**TASK STATEMENT**
Work out how many lines in the entries contain the string "طريق", and give nothing but that number.

**SOURCE INFORMATION**
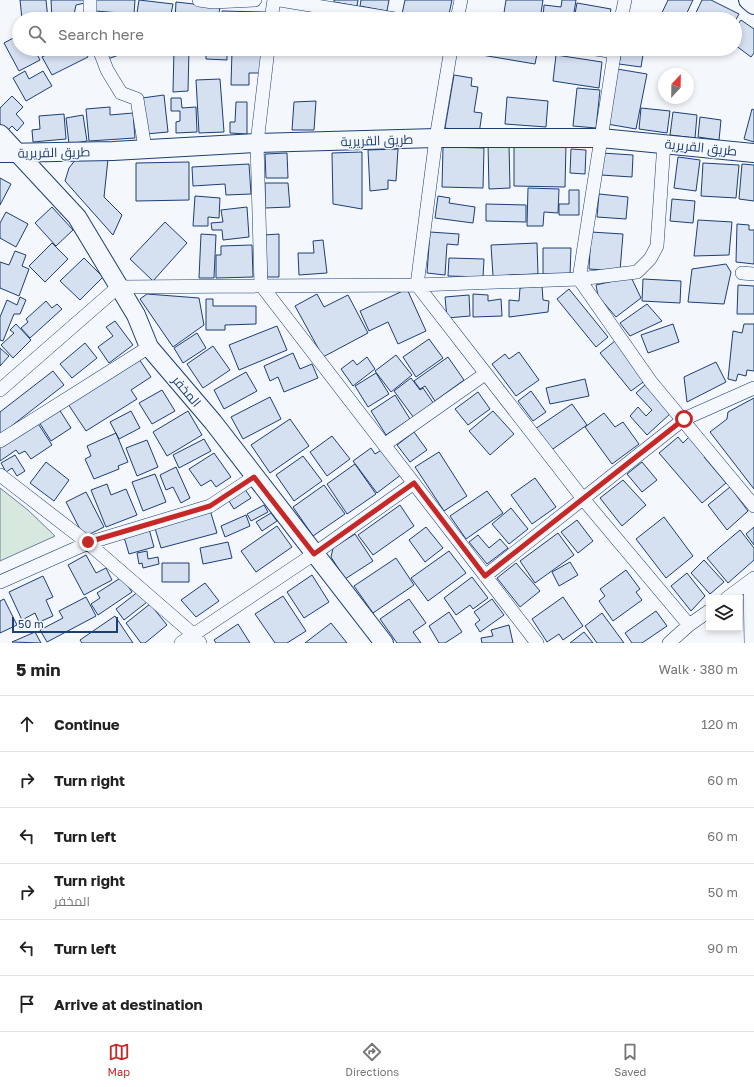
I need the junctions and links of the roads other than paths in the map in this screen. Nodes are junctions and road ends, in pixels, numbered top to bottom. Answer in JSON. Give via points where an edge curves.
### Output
{"nodes":[{"id":1,"x":90,"y":0,"type":"edge"},
{"id":2,"x":199,"y":0,"type":"edge"},
{"id":3,"x":254,"y":0,"type":"edge"},
{"id":4,"x":274,"y":0,"type":"edge"},
{"id":5,"x":280,"y":0,"type":"edge"},
{"id":6,"x":461,"y":0,"type":"edge"},
{"id":7,"x":625,"y":0,"type":"edge"},
{"id":8,"x":748,"y":0,"type":"edge"},
{"id":9,"x":754,"y":4,"type":"edge"},
{"id":10,"x":90,"y":12,"type":"edge"},
{"id":11,"x":272,"y":12,"type":"edge"},
{"id":12,"x":353,"y":12,"type":"edge"},
{"id":13,"x":458,"y":12,"type":"edge"},
{"id":14,"x":622,"y":12,"type":"edge"},
{"id":15,"x":102,"y":56,"type":"edge"},
{"id":16,"x":267,"y":56,"type":"edge"},
{"id":17,"x":451,"y":56,"type":"edge"},
{"id":18,"x":614,"y":56,"type":"edge"},
{"id":19,"x":0,"y":134,"type":"edge"},
{"id":20,"x":436,"y":138,"type":"junction"},
{"id":21,"x":601,"y":138,"type":"junction"},
{"id":22,"x":257,"y":143,"type":"junction"},
{"id":23,"x":664,"y":143,"type":"junction"},
{"id":24,"x":144,"y":148,"type":"junction"},
{"id":25,"x":18,"y":152,"type":"junction"},
{"id":26,"x":0,"y":153,"type":"edge"},
{"id":27,"x":754,"y":153,"type":"edge"},
{"id":28,"x":579,"y":279,"type":"junction"},
{"id":29,"x":261,"y":285,"type":"junction"},
{"id":30,"x":417,"y":285,"type":"junction"},
{"id":31,"x":118,"y":287,"type":"junction"},
{"id":32,"x":149,"y":347,"type":"junction"},
{"id":33,"x":485,"y":374,"type":"junction"},
{"id":34,"x":754,"y":388,"type":"edge"},
{"id":35,"x":0,"y":390,"type":"edge"},
{"id":36,"x":684,"y":419,"type":"junction"},
{"id":37,"x":0,"y":441,"type":"edge"},
{"id":38,"x":384,"y":446,"type":"junction"},
{"id":39,"x":0,"y":475,"type":"edge"},
{"id":40,"x":254,"y":477,"type":"junction"},
{"id":41,"x":414,"y":483,"type":"junction"},
{"id":42,"x":584,"y":500,"type":"junction"},
{"id":43,"x":754,"y":506,"type":"edge"},
{"id":44,"x":88,"y":542,"type":"junction"},
{"id":45,"x":314,"y":554,"type":"junction"},
{"id":46,"x":485,"y":576,"type":"junction"},
{"id":47,"x":752,"y":580,"type":"edge"},
{"id":48,"x":0,"y":582,"type":"edge"},
{"id":49,"x":731,"y":595,"type":"edge"},
{"id":50,"x":706,"y":613,"type":"edge"},
{"id":51,"x":689,"y":625,"type":"junction"},
{"id":52,"x":197,"y":639,"type":"edge"},
{"id":53,"x":181,"y":643,"type":"edge"},
{"id":54,"x":384,"y":643,"type":"edge"},
{"id":55,"x":537,"y":643,"type":"edge"},
{"id":56,"x":669,"y":643,"type":"edge"},
{"id":57,"x":751,"y":643,"type":"edge"}],
"edges":[{"from":1,"to":10,"type":"street"},
{"from":2,"to":3,"type":"street"},
{"from":4,"to":11,"type":"street"},
{"from":5,"to":12,"type":"street"},
{"from":6,"to":13,"type":"street"},
{"from":7,"to":14,"type":"street"},
{"from":8,"to":9,"type":"street"},
{"from":15,"to":24,"type":"street","via":[[121,93],[137,99]]},
{"from":16,"to":22,"type":"street"},
{"from":17,"to":20,"type":"street"},
{"from":18,"to":21,"type":"street"},
{"from":19,"to":25,"type":"street","name":"المخفر"},
{"from":20,"to":21,"type":"street","name":"طريق القريرية"},
{"from":20,"to":22,"type":"street","name":"طريق القريرية"},
{"from":20,"to":30,"type":"street"},
{"from":21,"to":23,"type":"street","name":"طريق القريرية"},
{"from":21,"to":28,"type":"street"},
{"from":22,"to":24,"type":"street","name":"طريق القريرية"},
{"from":22,"to":29,"type":"street"},
{"from":23,"to":27,"type":"street","name":"طريق القريرية"},
{"from":23,"to":28,"type":"street","via":[[658,246],[650,259],[637,272]]},
{"from":24,"to":25,"type":"street","name":"طريق القريرية","via":[[113,151]]},
{"from":25,"to":26,"type":"street","name":"طريق القريرية"},
{"from":25,"to":31,"type":"street","name":"المخفر","via":[[77,217]]},
{"from":28,"to":30,"type":"street"},
{"from":28,"to":36,"type":"street","via":[[651,382]]},
{"from":29,"to":30,"type":"street"},
{"from":29,"to":31,"type":"street"},
{"from":29,"to":38,"type":"street"},
{"from":30,"to":33,"type":"street"},
{"from":31,"to":32,"type":"street","name":"المخفر","via":[[136,315]]},
{"from":31,"to":35,"type":"street"},
{"from":32,"to":37,"type":"street"},
{"from":32,"to":40,"type":"street","name":"المخفر","via":[[213,422]]},
{"from":33,"to":38,"type":"street"},
{"from":33,"to":42,"type":"street"},
{"from":34,"to":36,"type":"street"},
{"from":36,"to":42,"type":"street"},
{"from":36,"to":43,"type":"street"},
{"from":38,"to":41,"type":"street"},
{"from":39,"to":44,"type":"street"},
{"from":40,"to":44,"type":"street","via":[[210,506]]},
{"from":40,"to":45,"type":"street","name":"المخفر"},
{"from":41,"to":45,"type":"street"},
{"from":41,"to":46,"type":"street"},
{"from":42,"to":46,"type":"street"},
{"from":42,"to":51,"type":"street"},
{"from":44,"to":48,"type":"street"},
{"from":44,"to":52,"type":"street"},
{"from":45,"to":52,"type":"street"},
{"from":45,"to":54,"type":"street","name":"المخفر"},
{"from":46,"to":55,"type":"street"},
{"from":47,"to":49,"type":"street"},
{"from":47,"to":57,"type":"street"},
{"from":50,"to":51,"type":"street"},
{"from":51,"to":56,"type":"street"},
{"from":52,"to":53,"type":"street"}]}
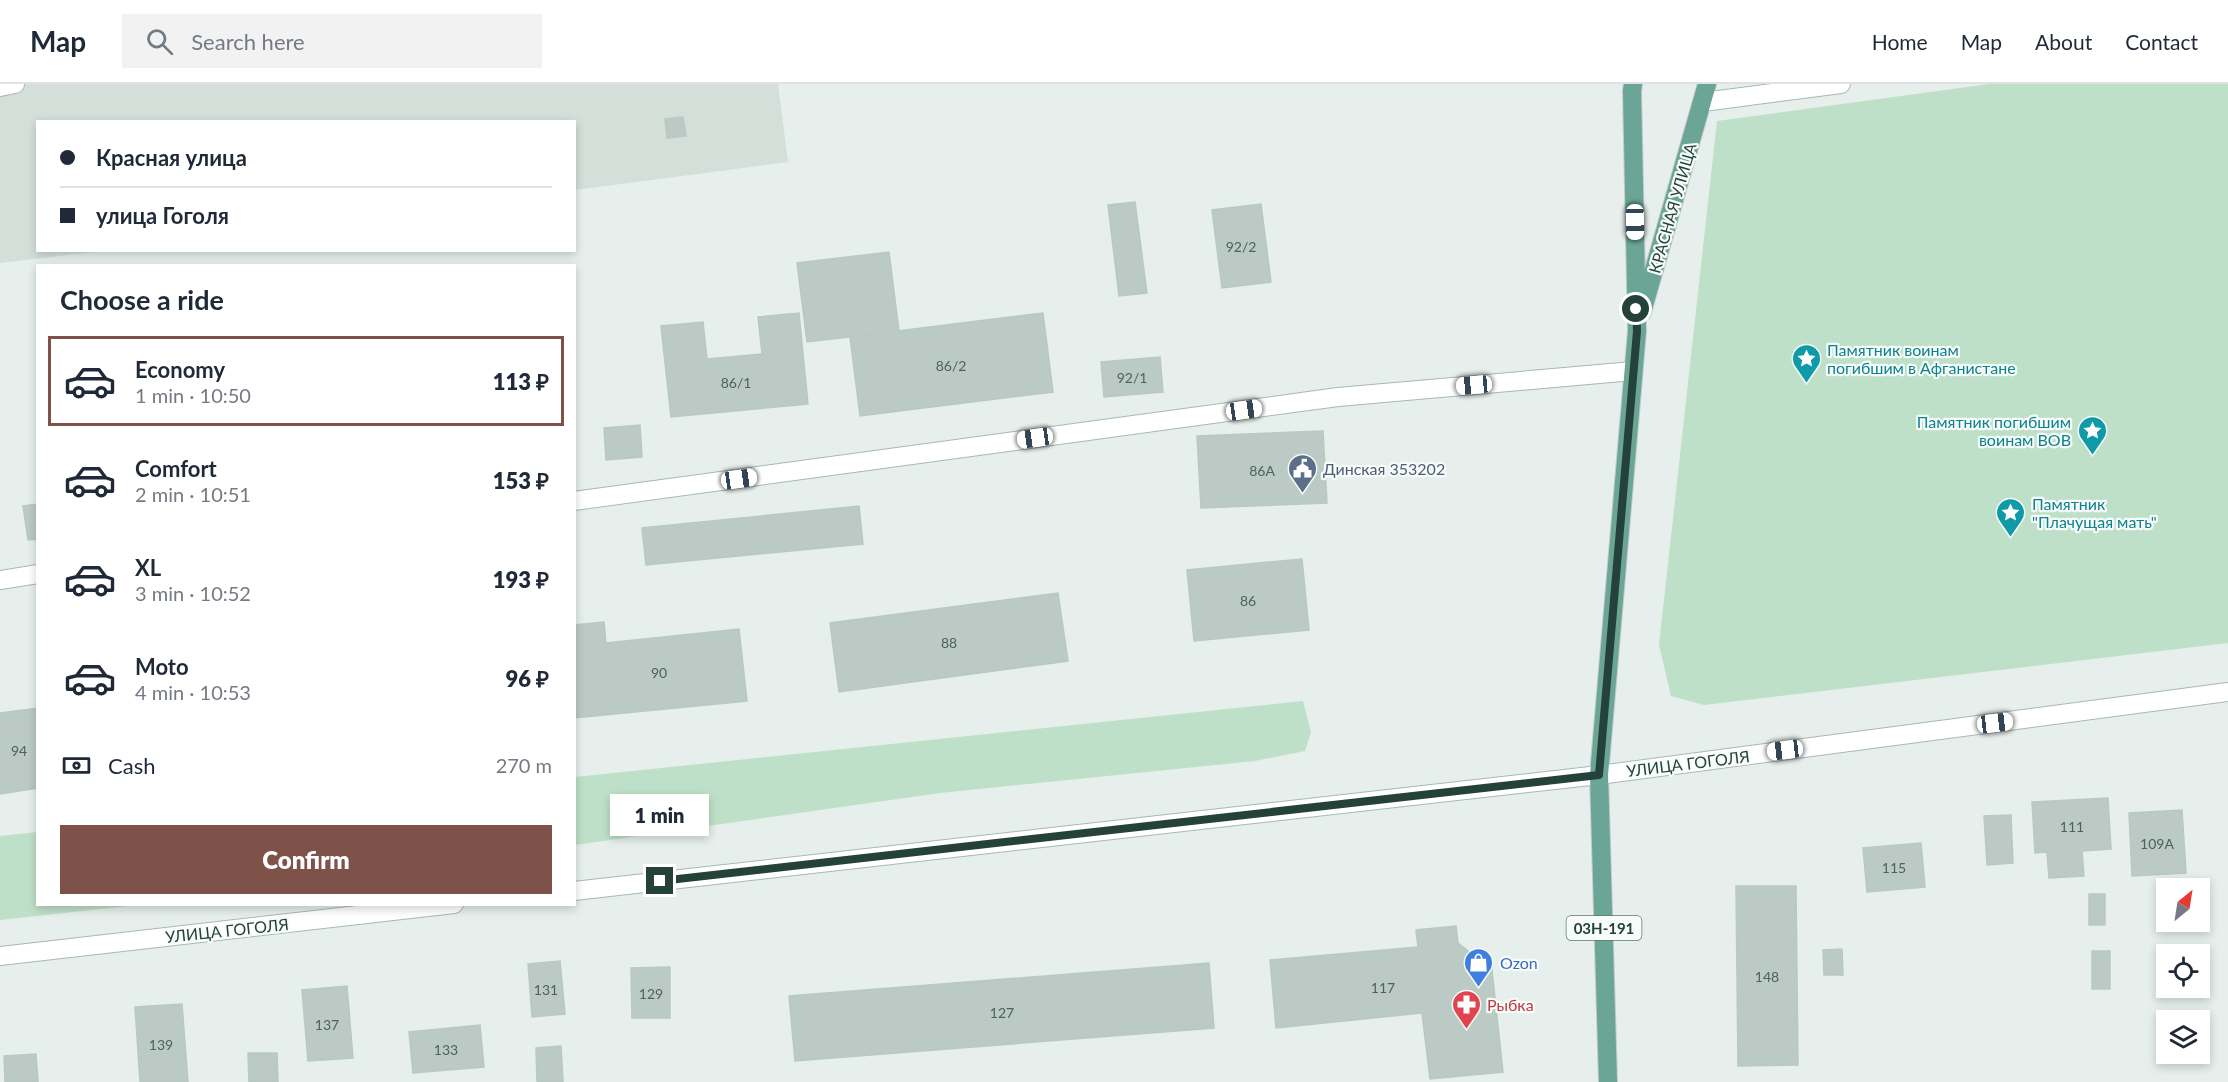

**TASK OUTPUT**
7